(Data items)

================

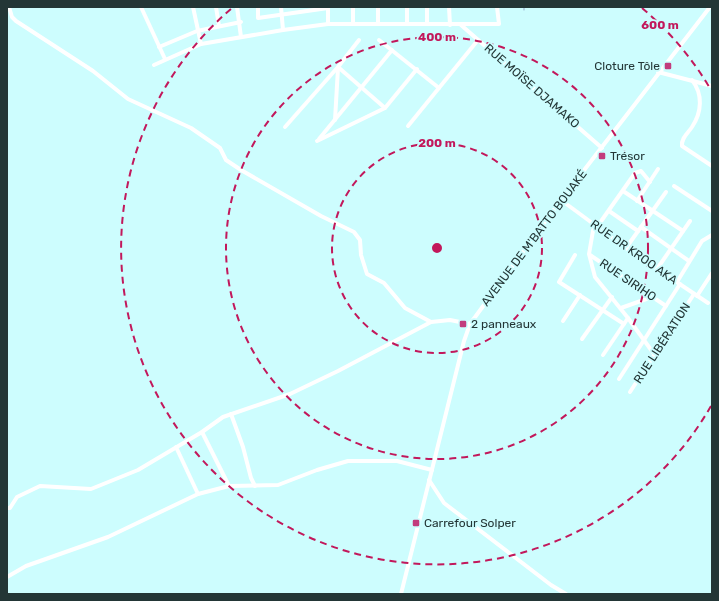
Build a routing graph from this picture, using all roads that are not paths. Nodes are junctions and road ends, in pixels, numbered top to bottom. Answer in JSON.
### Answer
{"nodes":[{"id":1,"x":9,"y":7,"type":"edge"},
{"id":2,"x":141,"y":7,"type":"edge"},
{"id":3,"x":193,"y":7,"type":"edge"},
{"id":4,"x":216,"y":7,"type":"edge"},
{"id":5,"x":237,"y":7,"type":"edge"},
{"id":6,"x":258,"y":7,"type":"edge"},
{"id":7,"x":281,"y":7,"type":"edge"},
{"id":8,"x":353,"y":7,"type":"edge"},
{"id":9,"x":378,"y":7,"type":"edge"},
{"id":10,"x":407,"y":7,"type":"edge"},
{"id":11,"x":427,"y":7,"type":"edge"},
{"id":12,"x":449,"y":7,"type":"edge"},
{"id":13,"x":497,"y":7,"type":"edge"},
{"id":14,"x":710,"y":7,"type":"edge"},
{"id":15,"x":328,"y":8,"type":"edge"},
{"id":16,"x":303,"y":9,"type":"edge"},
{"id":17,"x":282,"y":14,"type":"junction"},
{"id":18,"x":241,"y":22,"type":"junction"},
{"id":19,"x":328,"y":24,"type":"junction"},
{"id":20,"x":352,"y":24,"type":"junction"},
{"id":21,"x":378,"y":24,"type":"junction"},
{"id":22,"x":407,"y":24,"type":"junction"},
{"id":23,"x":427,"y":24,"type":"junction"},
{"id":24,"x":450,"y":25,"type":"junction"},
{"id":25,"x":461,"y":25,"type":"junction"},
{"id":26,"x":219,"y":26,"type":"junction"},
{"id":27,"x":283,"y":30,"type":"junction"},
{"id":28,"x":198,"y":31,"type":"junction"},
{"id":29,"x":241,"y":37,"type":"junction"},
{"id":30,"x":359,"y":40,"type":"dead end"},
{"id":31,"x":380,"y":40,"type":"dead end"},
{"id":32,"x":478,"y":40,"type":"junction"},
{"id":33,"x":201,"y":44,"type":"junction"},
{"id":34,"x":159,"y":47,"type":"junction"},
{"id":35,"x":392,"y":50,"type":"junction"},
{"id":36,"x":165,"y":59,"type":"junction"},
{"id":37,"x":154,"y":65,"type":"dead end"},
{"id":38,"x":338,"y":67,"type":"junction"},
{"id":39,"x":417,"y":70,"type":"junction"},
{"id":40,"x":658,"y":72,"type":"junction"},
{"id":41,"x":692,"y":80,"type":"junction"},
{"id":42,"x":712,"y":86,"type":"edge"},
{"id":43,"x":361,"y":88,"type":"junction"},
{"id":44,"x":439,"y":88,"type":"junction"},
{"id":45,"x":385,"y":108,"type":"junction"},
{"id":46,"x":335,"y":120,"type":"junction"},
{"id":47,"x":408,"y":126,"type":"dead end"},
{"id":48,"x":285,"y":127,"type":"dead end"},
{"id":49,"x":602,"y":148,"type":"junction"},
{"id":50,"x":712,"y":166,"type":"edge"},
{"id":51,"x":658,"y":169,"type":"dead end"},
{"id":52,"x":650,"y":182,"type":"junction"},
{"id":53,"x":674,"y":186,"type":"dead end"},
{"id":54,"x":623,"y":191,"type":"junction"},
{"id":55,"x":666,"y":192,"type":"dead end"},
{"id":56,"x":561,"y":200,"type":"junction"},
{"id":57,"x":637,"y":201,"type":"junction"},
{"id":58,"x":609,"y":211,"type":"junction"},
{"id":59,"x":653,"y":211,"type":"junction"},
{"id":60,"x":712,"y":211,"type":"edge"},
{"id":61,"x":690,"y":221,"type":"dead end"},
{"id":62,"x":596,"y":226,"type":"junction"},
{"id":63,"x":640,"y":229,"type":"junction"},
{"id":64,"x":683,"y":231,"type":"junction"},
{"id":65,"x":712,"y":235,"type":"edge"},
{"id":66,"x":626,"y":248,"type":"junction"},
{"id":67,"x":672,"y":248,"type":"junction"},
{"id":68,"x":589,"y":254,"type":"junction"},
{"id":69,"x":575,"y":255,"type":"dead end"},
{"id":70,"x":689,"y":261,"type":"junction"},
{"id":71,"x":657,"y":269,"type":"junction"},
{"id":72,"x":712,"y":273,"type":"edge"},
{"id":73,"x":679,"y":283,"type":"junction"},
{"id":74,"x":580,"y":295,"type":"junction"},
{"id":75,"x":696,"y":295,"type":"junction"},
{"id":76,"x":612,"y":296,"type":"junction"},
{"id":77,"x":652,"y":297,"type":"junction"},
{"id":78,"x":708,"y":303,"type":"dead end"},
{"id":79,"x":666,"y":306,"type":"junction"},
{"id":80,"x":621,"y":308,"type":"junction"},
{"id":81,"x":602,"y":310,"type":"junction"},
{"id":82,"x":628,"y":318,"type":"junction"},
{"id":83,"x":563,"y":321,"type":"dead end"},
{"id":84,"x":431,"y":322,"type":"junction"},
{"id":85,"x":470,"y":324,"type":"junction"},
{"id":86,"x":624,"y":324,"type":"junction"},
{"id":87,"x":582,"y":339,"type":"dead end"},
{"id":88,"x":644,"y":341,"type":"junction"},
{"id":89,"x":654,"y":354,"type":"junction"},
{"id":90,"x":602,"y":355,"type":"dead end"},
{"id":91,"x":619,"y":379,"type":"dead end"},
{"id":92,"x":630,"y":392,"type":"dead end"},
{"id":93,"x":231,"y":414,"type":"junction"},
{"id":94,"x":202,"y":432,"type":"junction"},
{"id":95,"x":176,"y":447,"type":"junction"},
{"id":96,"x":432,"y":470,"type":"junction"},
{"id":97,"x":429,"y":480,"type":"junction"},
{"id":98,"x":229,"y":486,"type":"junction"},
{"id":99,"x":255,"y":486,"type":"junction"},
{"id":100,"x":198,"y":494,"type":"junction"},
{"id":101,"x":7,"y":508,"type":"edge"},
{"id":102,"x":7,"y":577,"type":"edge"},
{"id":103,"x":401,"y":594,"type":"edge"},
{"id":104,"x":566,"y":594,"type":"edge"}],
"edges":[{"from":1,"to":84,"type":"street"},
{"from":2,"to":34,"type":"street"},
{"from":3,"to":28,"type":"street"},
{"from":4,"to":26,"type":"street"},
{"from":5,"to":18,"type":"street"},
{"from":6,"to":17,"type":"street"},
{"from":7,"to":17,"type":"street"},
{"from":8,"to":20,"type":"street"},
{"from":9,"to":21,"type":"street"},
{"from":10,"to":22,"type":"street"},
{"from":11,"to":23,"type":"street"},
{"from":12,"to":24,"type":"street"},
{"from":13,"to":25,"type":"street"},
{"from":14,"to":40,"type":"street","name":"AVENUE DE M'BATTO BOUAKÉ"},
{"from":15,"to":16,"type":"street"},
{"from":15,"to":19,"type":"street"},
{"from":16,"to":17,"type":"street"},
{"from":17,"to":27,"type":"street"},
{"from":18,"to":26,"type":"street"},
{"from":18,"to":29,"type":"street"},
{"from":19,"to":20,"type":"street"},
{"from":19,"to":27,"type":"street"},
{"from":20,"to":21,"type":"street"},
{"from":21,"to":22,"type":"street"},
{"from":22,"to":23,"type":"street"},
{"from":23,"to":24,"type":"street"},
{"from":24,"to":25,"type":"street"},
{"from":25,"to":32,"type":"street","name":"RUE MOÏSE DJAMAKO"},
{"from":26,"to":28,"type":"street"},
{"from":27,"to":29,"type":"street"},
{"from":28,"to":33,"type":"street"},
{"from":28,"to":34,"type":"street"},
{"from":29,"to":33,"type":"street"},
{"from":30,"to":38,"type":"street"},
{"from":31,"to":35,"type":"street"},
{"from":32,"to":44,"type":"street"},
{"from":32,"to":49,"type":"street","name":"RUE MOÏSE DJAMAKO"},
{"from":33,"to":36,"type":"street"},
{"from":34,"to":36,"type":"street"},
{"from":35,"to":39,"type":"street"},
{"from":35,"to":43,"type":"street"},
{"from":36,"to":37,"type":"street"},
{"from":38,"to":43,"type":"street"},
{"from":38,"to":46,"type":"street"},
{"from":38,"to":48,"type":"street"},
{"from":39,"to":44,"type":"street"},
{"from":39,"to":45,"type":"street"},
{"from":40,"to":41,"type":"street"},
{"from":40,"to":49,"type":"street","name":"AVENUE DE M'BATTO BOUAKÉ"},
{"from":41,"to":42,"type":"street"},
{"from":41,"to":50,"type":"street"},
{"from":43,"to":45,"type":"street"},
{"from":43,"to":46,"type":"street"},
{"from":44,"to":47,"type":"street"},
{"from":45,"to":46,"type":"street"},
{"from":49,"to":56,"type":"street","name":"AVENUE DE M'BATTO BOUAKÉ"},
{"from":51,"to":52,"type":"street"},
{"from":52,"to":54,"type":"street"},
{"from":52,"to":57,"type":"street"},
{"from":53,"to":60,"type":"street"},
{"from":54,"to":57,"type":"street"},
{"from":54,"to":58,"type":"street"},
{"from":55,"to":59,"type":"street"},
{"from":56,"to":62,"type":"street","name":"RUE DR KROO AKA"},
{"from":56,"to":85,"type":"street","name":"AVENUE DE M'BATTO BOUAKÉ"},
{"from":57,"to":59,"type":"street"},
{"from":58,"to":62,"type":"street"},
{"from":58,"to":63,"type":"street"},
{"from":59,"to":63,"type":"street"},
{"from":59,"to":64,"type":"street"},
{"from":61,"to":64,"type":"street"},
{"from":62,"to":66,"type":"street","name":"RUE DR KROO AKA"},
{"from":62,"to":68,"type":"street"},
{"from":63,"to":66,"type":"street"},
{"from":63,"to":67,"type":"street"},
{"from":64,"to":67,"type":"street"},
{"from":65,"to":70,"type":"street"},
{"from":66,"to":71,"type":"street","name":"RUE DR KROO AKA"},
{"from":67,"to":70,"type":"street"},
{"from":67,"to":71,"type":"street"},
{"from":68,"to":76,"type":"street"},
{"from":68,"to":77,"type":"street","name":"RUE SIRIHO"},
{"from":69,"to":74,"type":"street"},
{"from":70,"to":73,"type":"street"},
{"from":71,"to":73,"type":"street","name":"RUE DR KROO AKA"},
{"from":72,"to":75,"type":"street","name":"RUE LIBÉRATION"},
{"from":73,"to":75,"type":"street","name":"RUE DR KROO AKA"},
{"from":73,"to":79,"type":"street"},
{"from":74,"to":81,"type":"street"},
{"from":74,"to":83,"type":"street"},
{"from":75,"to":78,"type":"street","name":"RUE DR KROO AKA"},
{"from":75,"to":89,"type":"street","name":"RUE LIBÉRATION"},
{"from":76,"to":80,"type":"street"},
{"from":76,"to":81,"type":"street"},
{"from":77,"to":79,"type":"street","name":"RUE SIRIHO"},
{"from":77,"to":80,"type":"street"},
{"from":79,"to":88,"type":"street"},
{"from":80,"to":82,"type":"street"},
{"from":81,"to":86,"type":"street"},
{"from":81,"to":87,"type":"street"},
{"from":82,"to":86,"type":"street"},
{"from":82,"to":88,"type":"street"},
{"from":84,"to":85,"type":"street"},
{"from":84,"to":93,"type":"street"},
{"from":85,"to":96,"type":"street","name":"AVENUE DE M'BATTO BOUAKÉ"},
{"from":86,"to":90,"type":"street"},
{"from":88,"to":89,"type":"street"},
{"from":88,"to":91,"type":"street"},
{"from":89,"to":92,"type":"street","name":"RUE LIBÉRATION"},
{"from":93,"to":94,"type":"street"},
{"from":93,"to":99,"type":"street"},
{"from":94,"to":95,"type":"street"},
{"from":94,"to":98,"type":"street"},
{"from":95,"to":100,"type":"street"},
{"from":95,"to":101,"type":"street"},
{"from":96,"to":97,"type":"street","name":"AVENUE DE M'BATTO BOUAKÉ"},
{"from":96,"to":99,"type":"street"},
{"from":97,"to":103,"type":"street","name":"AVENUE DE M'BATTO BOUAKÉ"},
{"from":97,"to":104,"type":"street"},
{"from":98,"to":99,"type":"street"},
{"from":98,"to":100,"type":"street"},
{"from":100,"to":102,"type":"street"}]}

================

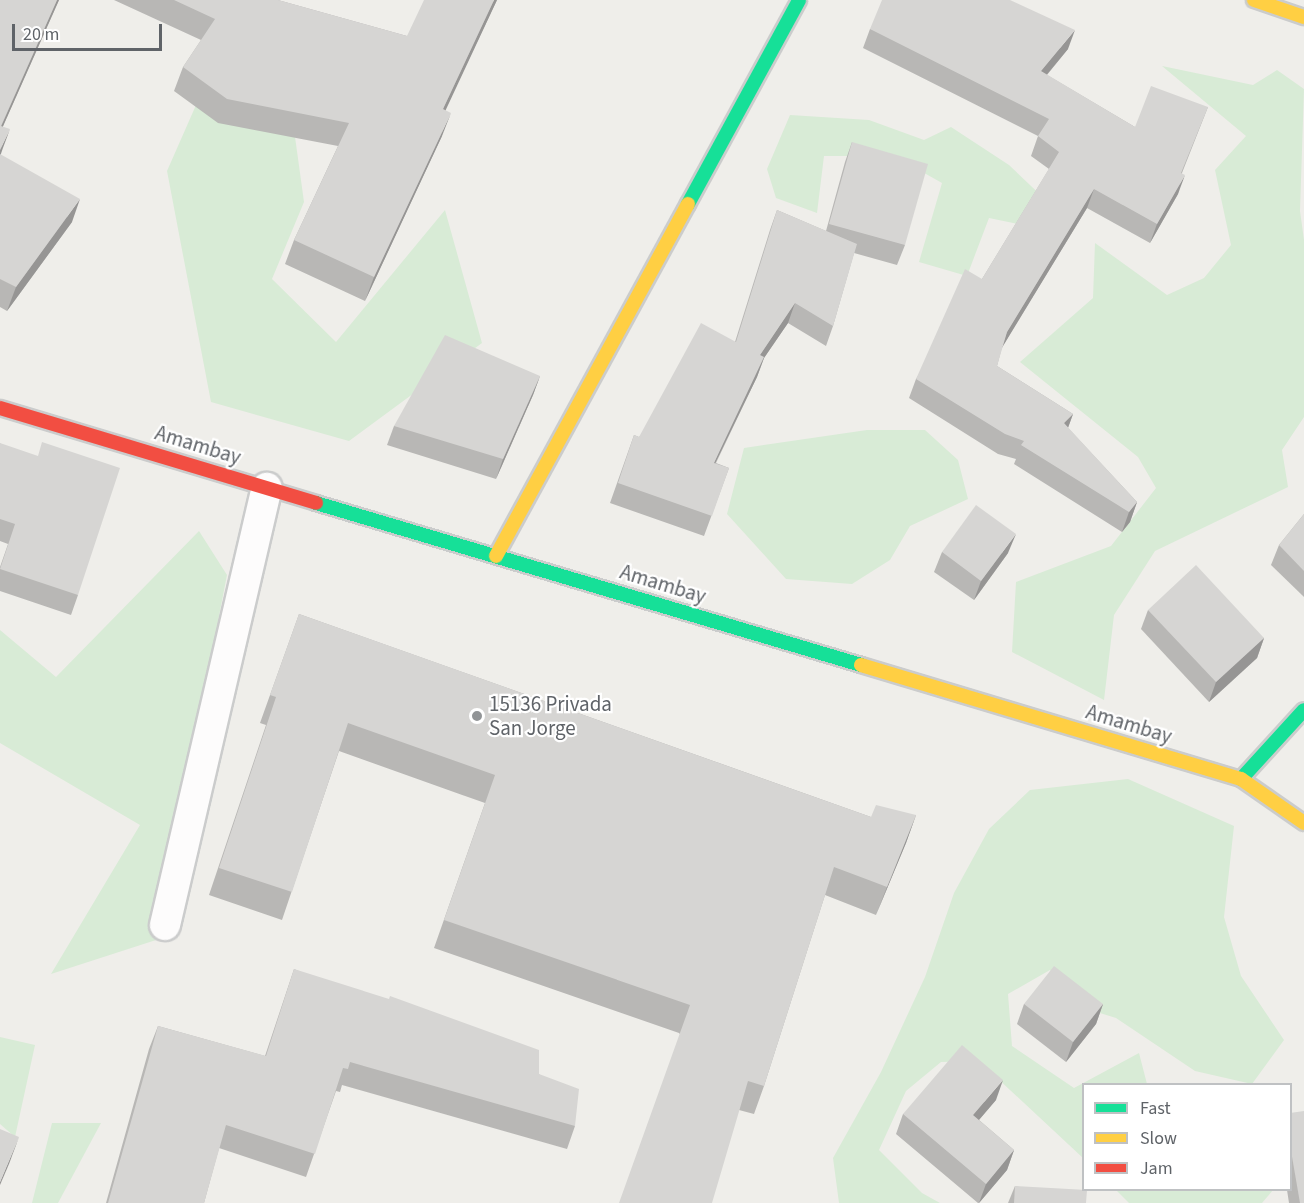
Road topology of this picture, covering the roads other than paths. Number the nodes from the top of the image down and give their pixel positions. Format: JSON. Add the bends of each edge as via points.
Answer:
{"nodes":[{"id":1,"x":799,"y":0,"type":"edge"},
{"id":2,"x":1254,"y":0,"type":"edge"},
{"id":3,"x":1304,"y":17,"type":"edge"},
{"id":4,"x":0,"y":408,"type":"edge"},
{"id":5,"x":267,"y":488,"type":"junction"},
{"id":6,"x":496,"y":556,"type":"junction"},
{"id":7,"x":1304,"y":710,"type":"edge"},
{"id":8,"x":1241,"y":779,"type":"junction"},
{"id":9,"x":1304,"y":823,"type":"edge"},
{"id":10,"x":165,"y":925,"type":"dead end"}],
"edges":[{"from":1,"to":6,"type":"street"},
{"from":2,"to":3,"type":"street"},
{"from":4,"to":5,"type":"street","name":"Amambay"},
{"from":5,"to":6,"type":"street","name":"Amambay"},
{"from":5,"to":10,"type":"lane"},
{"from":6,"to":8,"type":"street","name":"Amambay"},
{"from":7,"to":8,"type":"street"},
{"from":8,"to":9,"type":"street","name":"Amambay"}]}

================

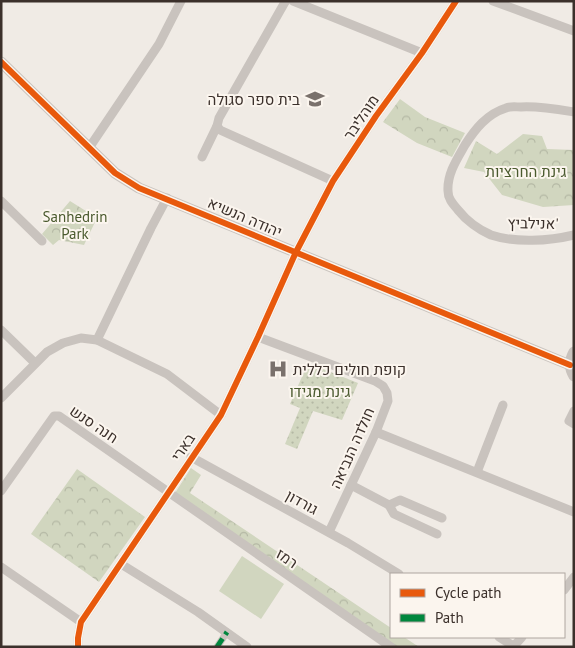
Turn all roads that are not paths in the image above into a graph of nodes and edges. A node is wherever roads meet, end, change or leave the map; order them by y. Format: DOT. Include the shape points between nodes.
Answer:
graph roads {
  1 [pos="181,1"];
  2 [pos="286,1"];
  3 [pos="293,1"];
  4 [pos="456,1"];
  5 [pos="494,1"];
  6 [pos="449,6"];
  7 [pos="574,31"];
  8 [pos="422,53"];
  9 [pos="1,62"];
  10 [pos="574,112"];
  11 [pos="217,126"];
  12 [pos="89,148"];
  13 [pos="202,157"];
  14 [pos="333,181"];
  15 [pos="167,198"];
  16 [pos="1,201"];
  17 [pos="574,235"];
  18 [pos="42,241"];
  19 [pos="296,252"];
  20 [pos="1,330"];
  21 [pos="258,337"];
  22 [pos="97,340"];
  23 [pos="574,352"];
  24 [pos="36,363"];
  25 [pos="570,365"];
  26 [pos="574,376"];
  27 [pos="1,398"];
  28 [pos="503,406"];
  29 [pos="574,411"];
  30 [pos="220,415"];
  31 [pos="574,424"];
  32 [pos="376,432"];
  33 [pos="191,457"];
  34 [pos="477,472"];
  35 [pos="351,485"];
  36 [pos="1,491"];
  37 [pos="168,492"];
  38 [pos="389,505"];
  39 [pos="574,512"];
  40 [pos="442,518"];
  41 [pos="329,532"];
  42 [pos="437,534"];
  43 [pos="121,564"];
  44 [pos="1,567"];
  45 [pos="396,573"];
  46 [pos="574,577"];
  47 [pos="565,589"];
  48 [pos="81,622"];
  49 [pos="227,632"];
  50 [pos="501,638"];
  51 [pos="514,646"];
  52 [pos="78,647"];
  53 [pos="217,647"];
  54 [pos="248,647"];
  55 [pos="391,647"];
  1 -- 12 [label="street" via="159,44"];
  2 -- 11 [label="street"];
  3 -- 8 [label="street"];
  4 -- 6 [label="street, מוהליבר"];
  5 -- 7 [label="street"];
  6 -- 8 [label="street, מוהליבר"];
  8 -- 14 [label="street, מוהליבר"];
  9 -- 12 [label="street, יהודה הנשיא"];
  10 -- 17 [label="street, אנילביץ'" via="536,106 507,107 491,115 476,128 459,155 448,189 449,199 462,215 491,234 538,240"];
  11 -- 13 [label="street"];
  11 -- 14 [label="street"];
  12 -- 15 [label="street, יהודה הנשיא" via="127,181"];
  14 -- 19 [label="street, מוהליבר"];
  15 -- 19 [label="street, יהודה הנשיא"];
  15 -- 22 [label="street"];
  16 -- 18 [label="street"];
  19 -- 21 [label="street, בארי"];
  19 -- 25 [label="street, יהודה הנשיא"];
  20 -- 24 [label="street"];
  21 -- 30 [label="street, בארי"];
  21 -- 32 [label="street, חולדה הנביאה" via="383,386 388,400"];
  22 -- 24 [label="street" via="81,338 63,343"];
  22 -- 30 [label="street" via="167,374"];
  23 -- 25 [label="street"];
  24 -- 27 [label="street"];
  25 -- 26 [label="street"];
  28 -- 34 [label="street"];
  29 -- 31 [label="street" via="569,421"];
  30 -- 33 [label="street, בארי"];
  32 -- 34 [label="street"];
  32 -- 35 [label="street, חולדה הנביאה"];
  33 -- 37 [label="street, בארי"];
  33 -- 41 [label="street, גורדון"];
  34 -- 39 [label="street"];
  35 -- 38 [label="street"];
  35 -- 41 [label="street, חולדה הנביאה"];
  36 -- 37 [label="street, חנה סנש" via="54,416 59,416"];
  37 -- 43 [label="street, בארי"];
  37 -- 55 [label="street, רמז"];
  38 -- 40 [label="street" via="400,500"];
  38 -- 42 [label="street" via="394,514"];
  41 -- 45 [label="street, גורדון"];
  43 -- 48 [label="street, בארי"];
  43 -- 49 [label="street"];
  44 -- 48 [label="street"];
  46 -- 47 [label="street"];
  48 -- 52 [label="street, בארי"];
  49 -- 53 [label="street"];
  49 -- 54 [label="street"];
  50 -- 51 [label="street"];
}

================

WHAT THIS TASK INVOLVES:
Please report every line of the records above that contains the word "points".

YOUR RESPONSE:
Road topology of this picture, covering the roads other than paths. Number the nodes from the top of the image down and give their pixel positions. Format: JSON. Add the bends of each edge as via points.
Turn all roads that are not paths in the image above into a graph of nodes and edges. A node is wherever roads meet, end, change or leave the map; order them by y. Format: DOT. Include the shape points between nodes.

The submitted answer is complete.